O QUE FALTA PARA O BRASIL Com a regulamentação é possível definir a composição e a procedência dos cigarros eletrônicos, além da comercialização em pontos de venda para maiores de 18 anos. Também é possível fazer um monitoramento do consumo desses produtos. Para que o Brasil, o que falta é o estabelecimento de uma regra sanitária, por parte da Anvisa. Alessandra acredita que isso deve acontecer até o final de 2023.
"Quem toma conta deste tema é a Anvisa. O que falta para que este mercado no Brasil seja regulamentado é a avaliação, que já está sendo feita.
Dados que foram entregues ao longo dos anos, alguns recentes, que falam da segurança do dispositivo, que confirma que esse dispositivo tem êxito para a cessação do hábito de fumar, dados que falam da importância da regulamentação para que seja mantido distante do jovem o acesso a esse tipo de dispositivo", acrescentou.
Alessandra ainda ressalta que, se regulamentados com a indicação de consumo por adultos fumantes maiores de 18 anos, a distribuição e ven- das para menores de idade poderá ser feita com rigor. Hoje, qualquer adolescente tem acesso ao produto, em vários lugares, e que, em sua análise, é uma verdadeira incógnita de onde vem, como é produzido e do que oferece.

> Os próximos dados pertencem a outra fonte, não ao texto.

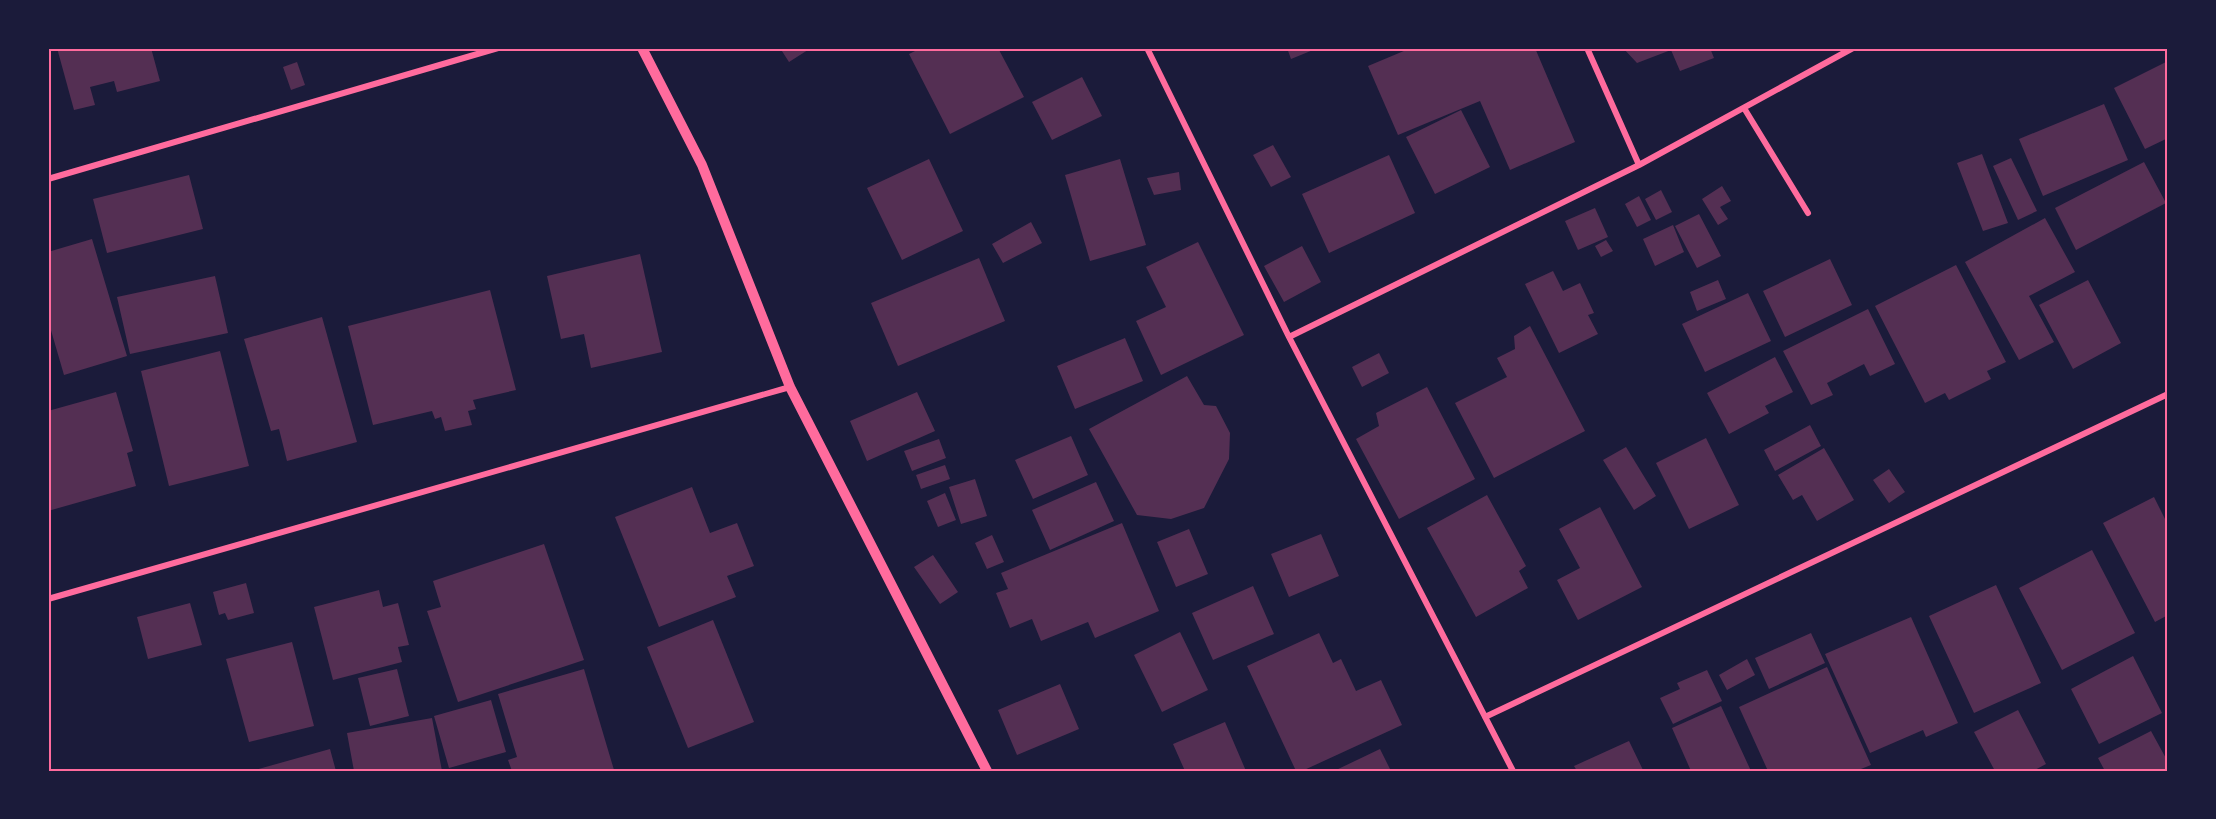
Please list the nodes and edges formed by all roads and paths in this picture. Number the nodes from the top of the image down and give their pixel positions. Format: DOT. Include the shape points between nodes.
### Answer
graph roads {
  1 [pos="498,48"];
  2 [pos="642,48"];
  3 [pos="1147,48"];
  4 [pos="1587,48"];
  5 [pos="1852,48"];
  6 [pos="1744,108"];
  7 [pos="1639,165"];
  8 [pos="48,179"];
  9 [pos="1808,213"];
  10 [pos="1289,338"];
  11 [pos="790,387"];
  12 [pos="2168,394"];
  13 [pos="48,599"];
  14 [pos="1485,717"];
  15 [pos="987,771"];
  16 [pos="1513,771"];
  1 -- 8 [label="street"];
  2 -- 11 [label="street" via="702,165"];
  3 -- 10 [label="street"];
  4 -- 7 [label="street"];
  5 -- 6 [label="street"];
  6 -- 7 [label="street"];
  6 -- 9 [label="street"];
  7 -- 10 [label="street"];
  10 -- 14 [label="street"];
  11 -- 13 [label="street"];
  11 -- 15 [label="street"];
  12 -- 14 [label="street"];
  14 -- 16 [label="street"];
}
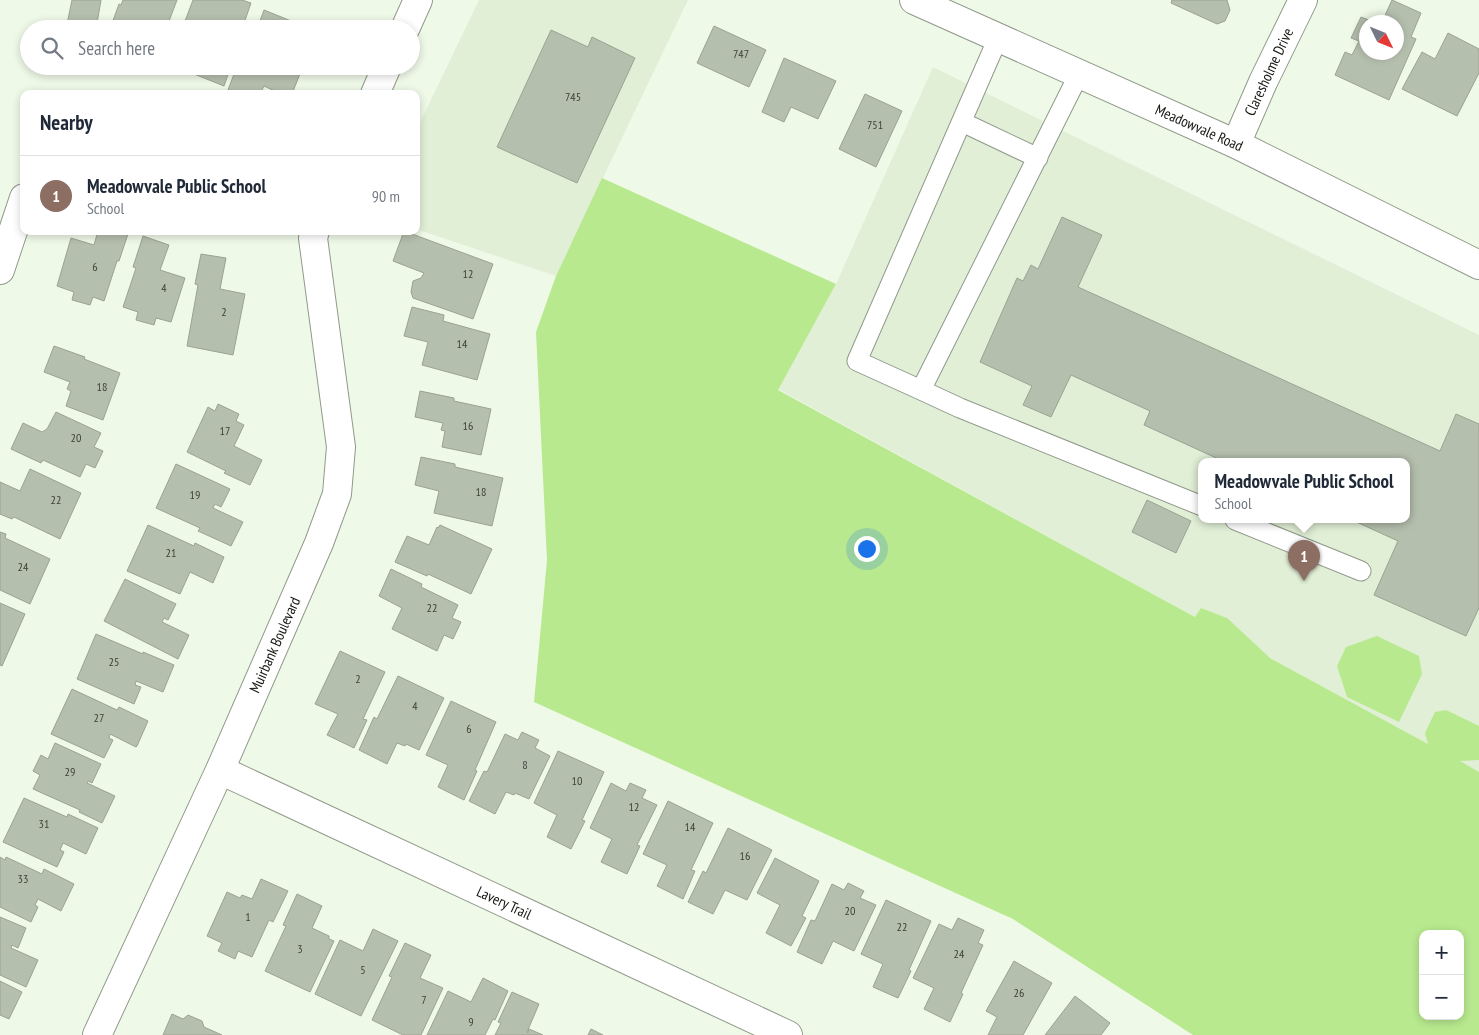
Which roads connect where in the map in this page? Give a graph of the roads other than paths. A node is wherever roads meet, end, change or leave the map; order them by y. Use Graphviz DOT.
graph roads {
  1 [pos="418,0"];
  2 [pos="914,0"];
  3 [pos="1303,0"];
  4 [pos="409,20"];
  5 [pos="998,38"];
  6 [pos="1080,74"];
  7 [pos="383,75"];
  8 [pos="377,90"];
  9 [pos="962,122"];
  10 [pos="1236,144"];
  11 [pos="1038,158"];
  12 [pos="20,210"];
  13 [pos="314,235"];
  14 [pos="1479,265"];
  15 [pos="0,270"];
  16 [pos="921,390"];
  17 [pos="1198,504"];
  18 [pos="1242,523"];
  19 [pos="1362,571"];
  20 [pos="220,770"];
  21 [pos="97,1035"];
  22 [pos="788,1035"];
  1 -- 4 [label="street"];
  2 -- 5 [label="street, Meadowvale Road"];
  3 -- 10 [label="street, Claresholme Drive"];
  5 -- 6 [label="street, Meadowvale Road"];
  5 -- 9 [label="lane"];
  6 -- 10 [label="street, Meadowvale Road"];
  6 -- 11 [label="lane"];
  7 -- 8 [label="street"];
  9 -- 11 [label="lane"];
  9 -- 16 [label="lane"];
  10 -- 14 [label="street, Meadowvale Road"];
  11 -- 16 [label="lane"];
  12 -- 15 [label="street"];
  13 -- 20 [label="street, Muirbank Boulevard"];
  16 -- 17 [label="lane"];
  18 -- 19 [label="lane"];
  20 -- 21 [label="street, Muirbank Boulevard"];
  20 -- 22 [label="street, Lavery Trail"];
}
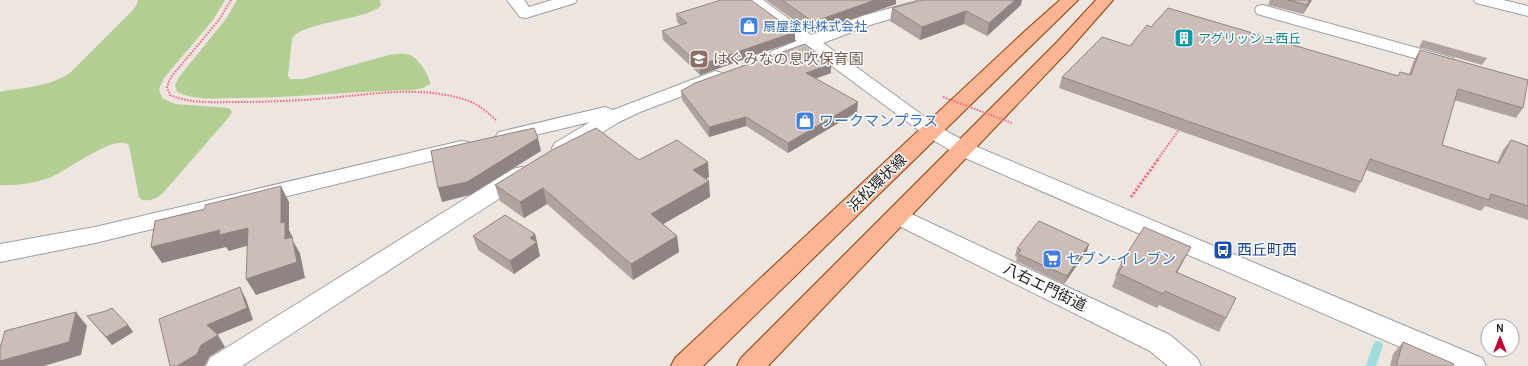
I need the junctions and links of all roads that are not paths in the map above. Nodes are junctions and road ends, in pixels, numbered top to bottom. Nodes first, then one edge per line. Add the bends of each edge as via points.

"O que falta. hoje, é a Anvisa entregar ao setor produtivo uma regra sanitária para que as empresas possam ter seus produtos avaliados, fabricados dentro desses critérios. Quando a gente fala dessa regra não é só o processo fabril em si. Nessa regra já se prevê, além de todo o processo da fabricação, a distribuição, forma de comercializar e, principalmente, a forma de comunicar sobre este produto", enfatizou.
CUSTOS
A ex-diretora da Anvisa afirmou que existem produtos sendo comercializados, em pontos físicos e na internet, cujos valores variam entre R$ 150 a R$ 700. Independentemente do valor, novamente ela enfatizou que todos são ilegais e originários de contrabando. Em relação aos custos de um eventual produto legalizado no Brasil, ela afirmou que será realizado um debate posterior, mas demonstrou preocupação caso o dispositivo não seja acessível a todos.
"A primeira coisa que tem que ser feita é a apresentação, pela Anvisa, de uma regra. Depois que houver a discussão sanitária, pensar se o consumidor do cigarro convencional tiver dificuldade para adquirir o eletrônico, será um impeditivo para que faça essa migração. É uma discussão que envolve muitas frentes, foge do espectro da Anvisa. É uma discussão que virá posteriormente. Me preocupa se for um produto muito mais caro, porque bloqueia o acesso", explica.